On a split vote, the House Education Finance Committee on Thursday forwarded a bill sponsored by Rep. Patrick Garofalo, R-Farmington. Garofalo said Duncan, who visited Minnesota on Jan. 21, was "shocked, shocked, that alternative pathways to teachers licenses did not exist in Minnesota."
Garofalo's bill would make it possible for the first time for a local applicant to get a license through an organization other than a Minnesota college or university.

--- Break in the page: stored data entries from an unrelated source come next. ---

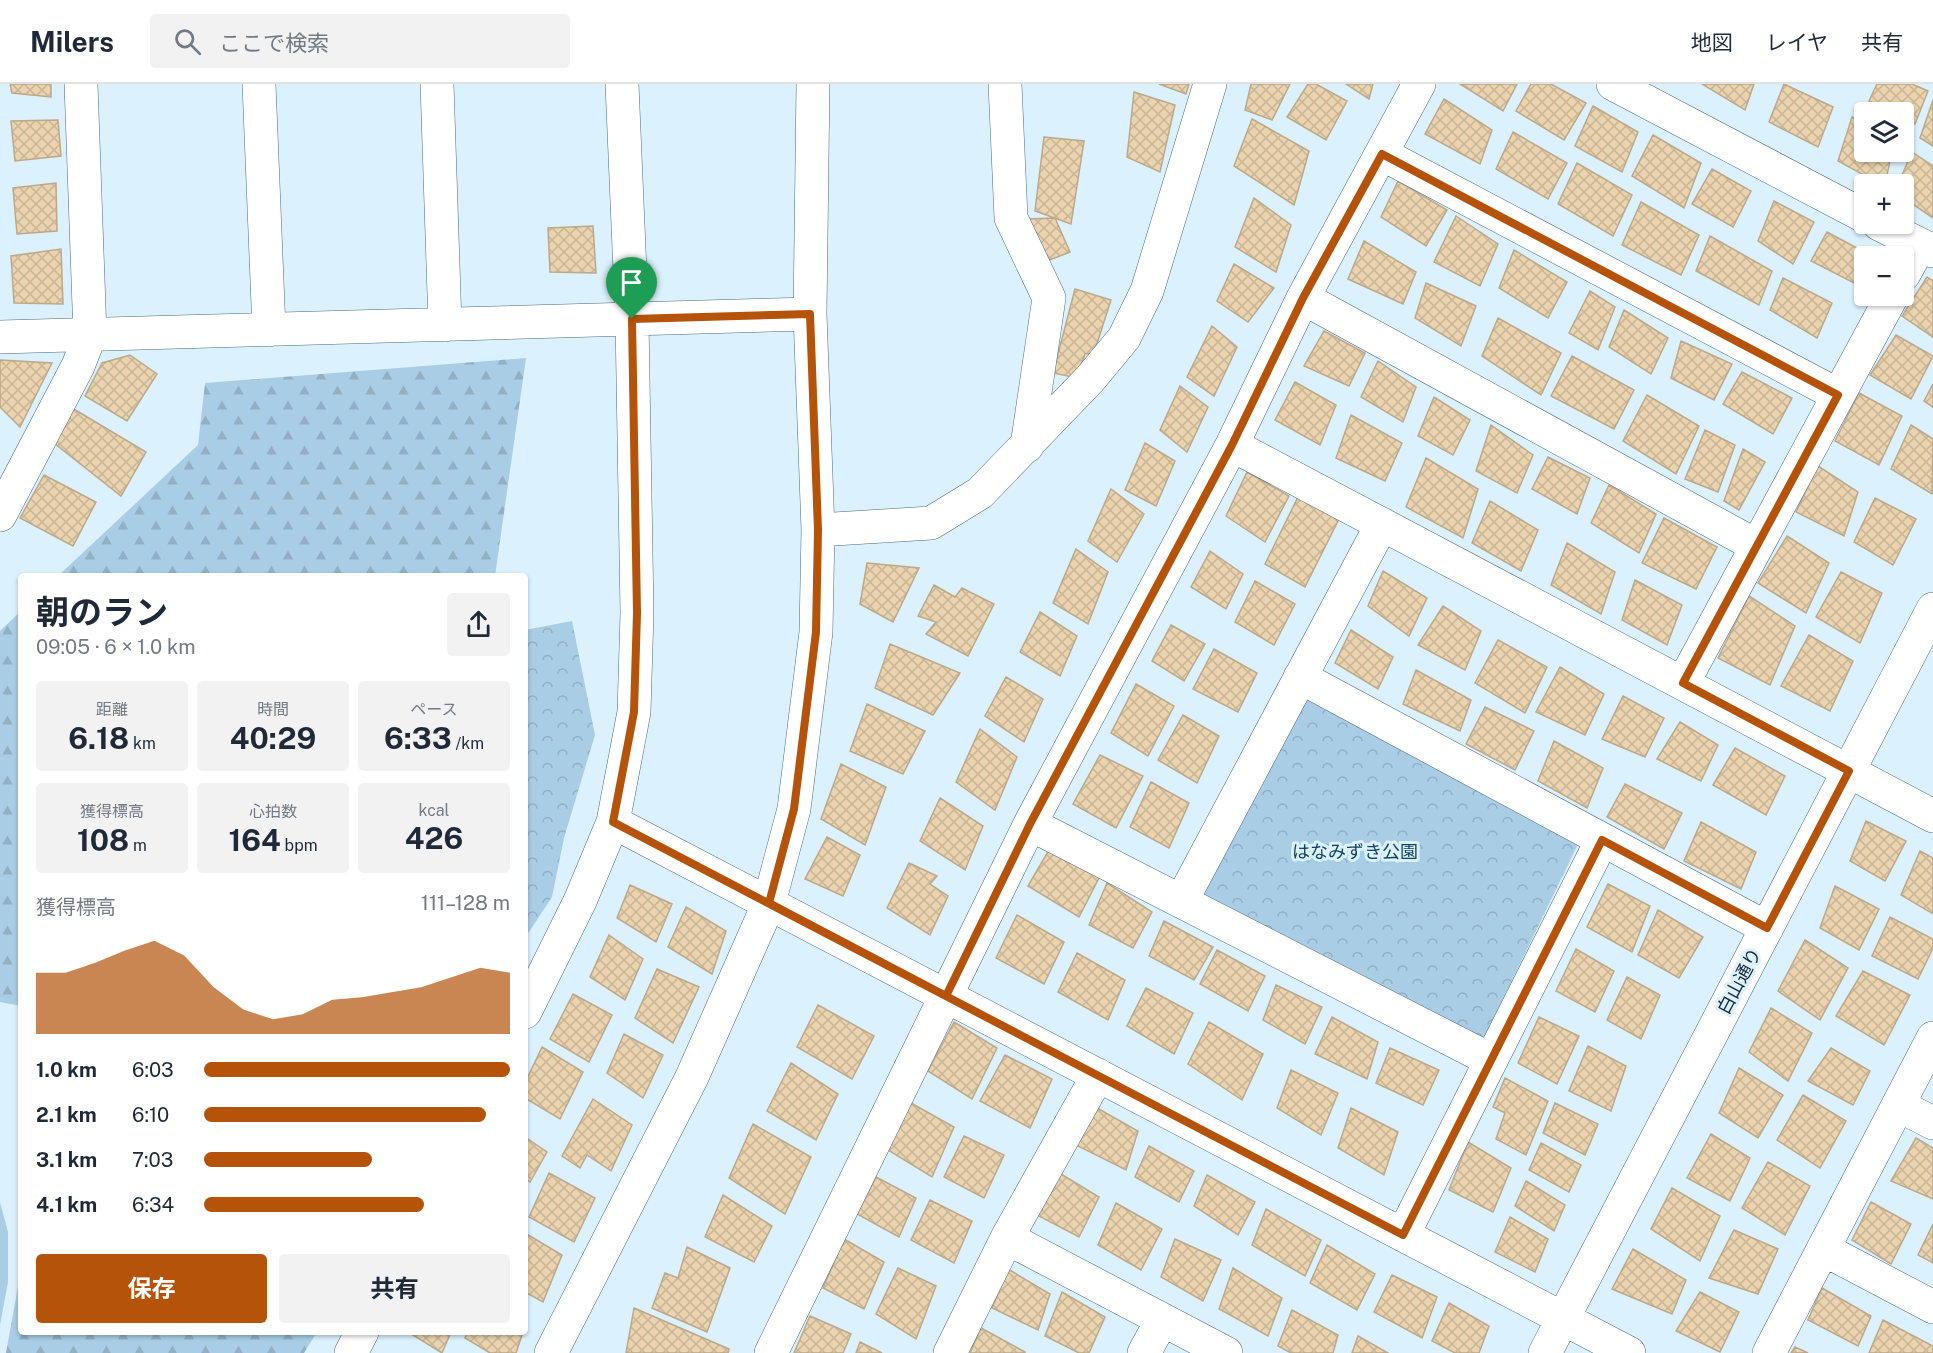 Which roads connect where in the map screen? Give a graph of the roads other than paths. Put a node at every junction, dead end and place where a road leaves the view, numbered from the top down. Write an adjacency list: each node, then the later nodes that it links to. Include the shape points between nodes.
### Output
1 (81, 84): 21 (street)
2 (259, 84): 20 (street)
3 (437, 84): 19 (street)
4 (622, 84): 18 (street)
5 (813, 84): 17 (street)
6 (1005, 84): 25 (street, via 1011,218 1049,298)
7 (1210, 84): 25 (street, via 1147,291 1124,338)
8 (1419, 84): 10 (street)
9 (1613, 84): 11 (street)
10 (1382, 154): 15 (street); 23 (street)
11 (1854, 211)
12 (1899, 234): 13 (street)
13 (1926, 248): 14 (street)
14 (1914, 262)
15 (1303, 298): 24 (street); 29 (street)
16 (1887, 306): 23 (street)
17 (810, 314): 18 (street); 28 (street)
18 (632, 319): 19 (street); 35 (street, via 637,613 634,712)
19 (445, 325): 20 (street)
20 (269, 330): 21 (street)
21 (90, 335): 22 (street); 26 (street, via 78,366)
22 (0, 337)
23 (1838, 395): 29 (street)
24 (1232, 445): 27 (street); 36 (street)
25 (1027, 446): 28 (street, via 980,493 931,523)
26 (0, 515)
27 (1382, 524): 31 (street); 32 (street)
28 (818, 530): 39 (street, via 816,632 794,809)
29 (1757, 546): 32 (street)
30 (1933, 609): 33 (street, 白山通り)
31 (1300, 676): 37 (street); 38 (street)
32 (1683, 683): 33 (street)
33 (1849, 771): 34 (street); 40 (street, 白山通り)
34 (1933, 816)
35 (613, 822): 39 (street); 42 (street, via 580,901)
36 (1030, 824): 38 (street); 41 (street)
37 (1602, 840): 40 (street); 44 (street)
38 (1182, 900): 44 (street)
39 (769, 903): 41 (street); 56 (street, via 692,1077)
40 (1767, 928): 52 (street, 白山通り)
41 (946, 996): 45 (street); 57 (street)
42 (528, 1006)
43 (1933, 1038): 46 (street)
44 (1491, 1060): 48 (street)
45 (1098, 1075): 48 (street); 49 (street)
46 (1898, 1105): 47 (street); 50 (street)
47 (1933, 1123)
48 (1403, 1235): 52 (street)
49 (1007, 1238): 53 (street); 58 (street)
50 (1823, 1249): 51 (street); 63 (street)
51 (1933, 1307)
52 (1563, 1319): 61 (street, 白山通り); 62 (street)
53 (1162, 1320): 59 (street); 60 (street)
54 (360, 1335): 55 (street)
55 (351, 1353)
56 (551, 1353)
57 (771, 1353)
58 (950, 1353)
59 (1144, 1353)
60 (1226, 1353)
61 (1545, 1353)
62 (1629, 1353)
63 (1769, 1353)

Those organizations could be nonprofits or school districts, provided their licensing programs were approved by the state Board of Teaching.
Supporters of the change argue that lowering barriers for qualified people who want to teach in challenging schools, but don't meet the traditional state licensing requirements, would help close the education achievement gap between white students and racial minorities.

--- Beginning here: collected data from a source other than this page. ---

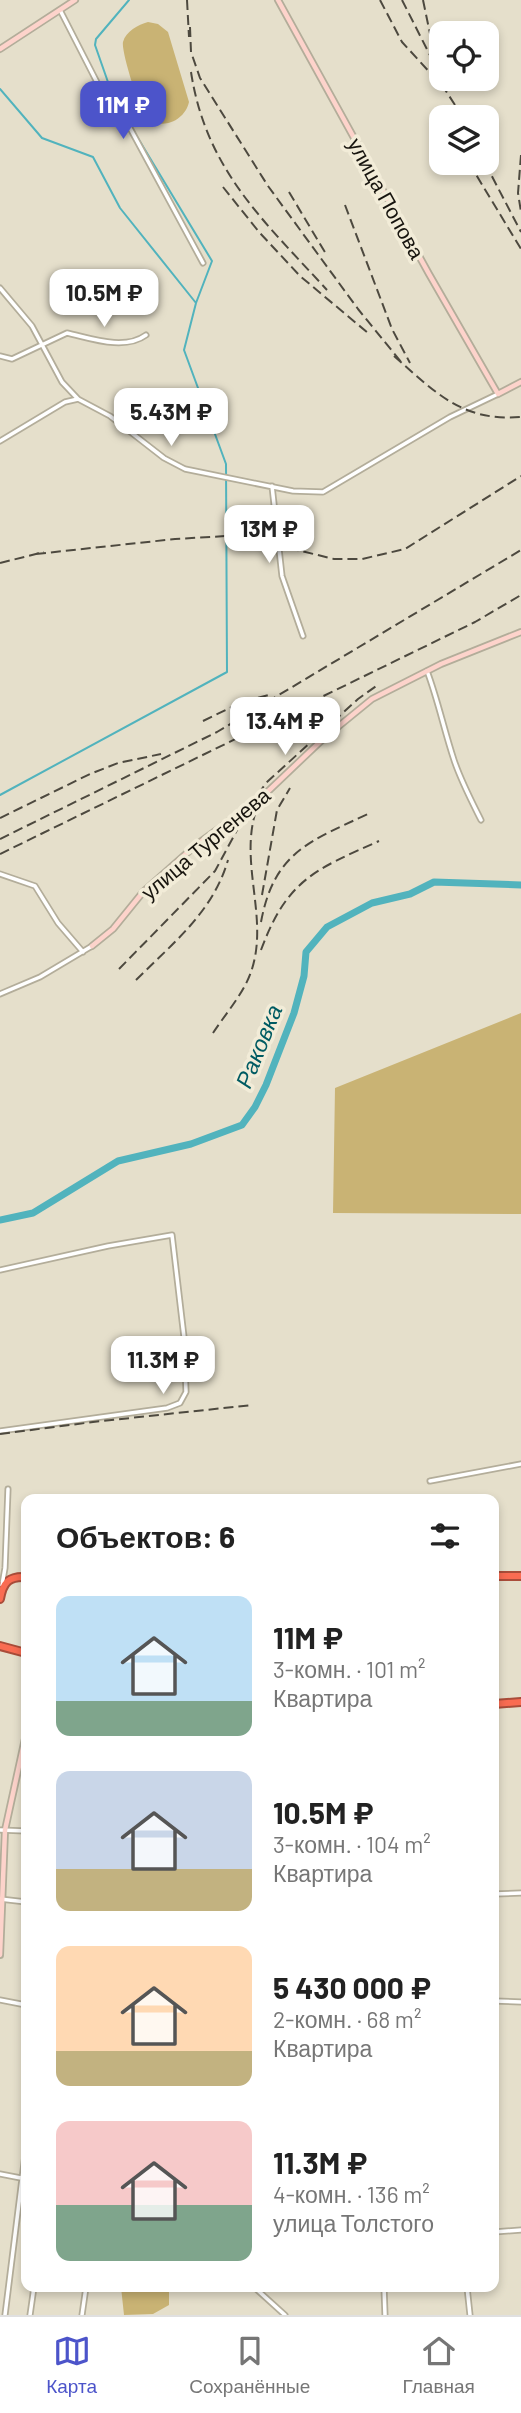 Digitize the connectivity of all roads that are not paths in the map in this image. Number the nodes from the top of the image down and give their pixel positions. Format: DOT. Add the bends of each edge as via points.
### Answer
graph roads {
  1 [pos="62,0"];
  2 [pos="75,0"];
  3 [pos="278,0"];
  4 [pos="66,6"];
  5 [pos="60,10"];
  6 [pos="0,48"];
  7 [pos="203,263"];
  8 [pos="0,288"];
  9 [pos="146,335"];
  10 [pos="42,344"];
  11 [pos="0,356"];
  12 [pos="521,382"];
  13 [pos="498,394"];
  14 [pos="78,400"];
  15 [pos="0,441"];
  16 [pos="272,486"];
  17 [pos="521,632"];
  18 [pos="303,636"];
  19 [pos="427,671"];
  20 [pos="481,820"];
  21 [pos="0,874"];
  22 [pos="92,946"];
  23 [pos="83,952"];
  24 [pos="0,994"];
  25 [pos="0,1270"];
  26 [pos="0,1431"];
  27 [pos="521,1464"];
  28 [pos="430,1481"];
  29 [pos="8,1489"];
  30 [pos="21,1576"];
  31 [pos="499,1576"];
  32 [pos="521,1576"];
  33 [pos="2,1585"];
  34 [pos="0,1599"];
  35 [pos="0,1646"];
  36 [pos="21,1652"];
  37 [pos="521,1702"];
  38 [pos="499,1704"];
  39 [pos="21,1763"];
  40 [pos="2,1830"];
  41 [pos="21,1830"];
  42 [pos="521,1893"];
  43 [pos="499,1894"];
  44 [pos="2,1899"];
  45 [pos="21,1901"];
  46 [pos="0,1955"];
  47 [pos="0,2000"];
  48 [pos="499,2001"];
  49 [pos="521,2002"];
  50 [pos="21,2004"];
  51 [pos="0,2174"];
  52 [pos="21,2178"];
  53 [pos="21,2200"];
  54 [pos="521,2230"];
  55 [pos="499,2232"];
  56 [pos="33,2292"];
  57 [pos="85,2292"];
  58 [pos="260,2292"];
  59 [pos="384,2292"];
  60 [pos="468,2292"];
  61 [pos="5,2315"];
  62 [pos="30,2315"];
  63 [pos="82,2315"];
  64 [pos="285,2315"];
  65 [pos="385,2315"];
  66 [pos="470,2315"];
  1 -- 4 [label="street"];
  2 -- 4 [label="street"];
  3 -- 13 [label="street, улица Попова"];
  4 -- 5 [label="street"];
  5 -- 6 [label="street"];
  5 -- 7 [label="street" via="102,92 124,117"];
  8 -- 10 [label="street"];
  9 -- 10 [label="street" via="138,340 99,341 67,333"];
  10 -- 11 [label="street" via="12,359"];
  10 -- 14 [label="street" via="62,382"];
  12 -- 13 [label="street"];
  13 -- 16 [label="street" via="450,416 323,492"];
  14 -- 15 [label="street" via="65,402"];
  14 -- 16 [label="street" via="110,416 176,465"];
  16 -- 18 [label="street" via="282,576"];
  17 -- 19 [label="street, улица Тургенева"];
  19 -- 20 [label="street" via="453,758"];
  19 -- 22 [label="street, улица Тургенева" via="372,699 323,739 261,798 196,845 143,892 113,929"];
  21 -- 23 [label="street" via="35,886"];
  22 -- 23 [label="street, улица Тургенева"];
  23 -- 24 [label="street, улица Тургенева"];
  25 -- 26 [label="street" via="172,1235 186,1392 180,1403 167,1408"];
  27 -- 28 [label="street"];
  29 -- 33 [label="street"];
  30 -- 33 [label="highway"];
  31 -- 32 [label="highway"];
  33 -- 34 [label="highway"];
  35 -- 36 [label="highway"];
  37 -- 38 [label="highway"];
  39 -- 40 [label="street"];
  40 -- 41 [label="street"];
  40 -- 44 [label="street"];
  42 -- 43 [label="street"];
  44 -- 45 [label="street"];
  44 -- 46 [label="street"];
  47 -- 50 [label="street"];
  48 -- 49 [label="street"];
  51 -- 52 [label="street"];
  53 -- 61 [label="street"];
  54 -- 55 [label="street"];
  56 -- 62 [label="street"];
  57 -- 63 [label="street"];
  58 -- 64 [label="street"];
  59 -- 65 [label="street"];
  60 -- 66 [label="street"];
}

"We need to open this up and get great talent, wherever that talent may come from," Duncan told a group of business leaders in Minneapolis on Jan. 14.
The bill would also reduce the amount of required student teaching time from about 10 weeks to a minimum of 200 hours, or about five weeks. All those proposals would ease a future expansion in the state by Teach for America, the group that trains recent college graduates to teach in low-income schools.
The bill also eliminates the current requirement that out-of-state teachers show they went through a teaching program that was essentially equivalent to Minnesota requirements. If it wasn't, the teacher might have to take additional college courses.
Shannon Blankenship, executive director of the Hiawatha Academies, a charter school in Minneapolis, testified the rule made it hard to recruit the best teachers. He said he had interviewed Minnesota natives who were successful teachers in other states, but got discouraged when the saw the red tape involved in coming home.
"These talented people are, more often than not, not returning to Minnesota," he said.
Garofalo's bill would retain the requirement Minnesota teachers must have a bachelor's degree and pass exams for reading, writing, basic mathematics, teaching skills and their specific area of expertise.
Representatives of Teach for America and the Minneapolis public schools, which employ of the group's teachers, both testified in favor of the bill.
Teach for America currently had about 90 teachers working in the Twin Cities metro area both in public and charter schools. They work under temporary licenses while taking education classes through Hamline University in St. Paul.
Jan Alswager, a lobbyist for Education Minnesota, the state teachers union, testified against the bill. "We are not against Teach for America," she said. "We are concerned about making sure these individuals meet certain standards."
The union wants alternative teaching programs to partner with colleges and universities, alternative candidates to have a degree in the subject they will teach and the union wants those teachers be closely supervised for their first 90 days in the classroom.
On split votes, the Republican-led committee picked Garofalo's bill over one sponsored by Rep. Carlos Mariani, DFL-St. Paul. Mariani argued his bill guaranteed higher standards for teachers while Garofalo said his bill was more flexible. Garofalo's bill now moves to the House Ways and Means Committee.
Minnesota lost points on its application for Race to the Top education grants funds last year because it didn't have additional pathways to the front of the classroom. Democrat Gov. Mark Dayton has said he would like the state to re-apply, if Congress pays for another round of grants.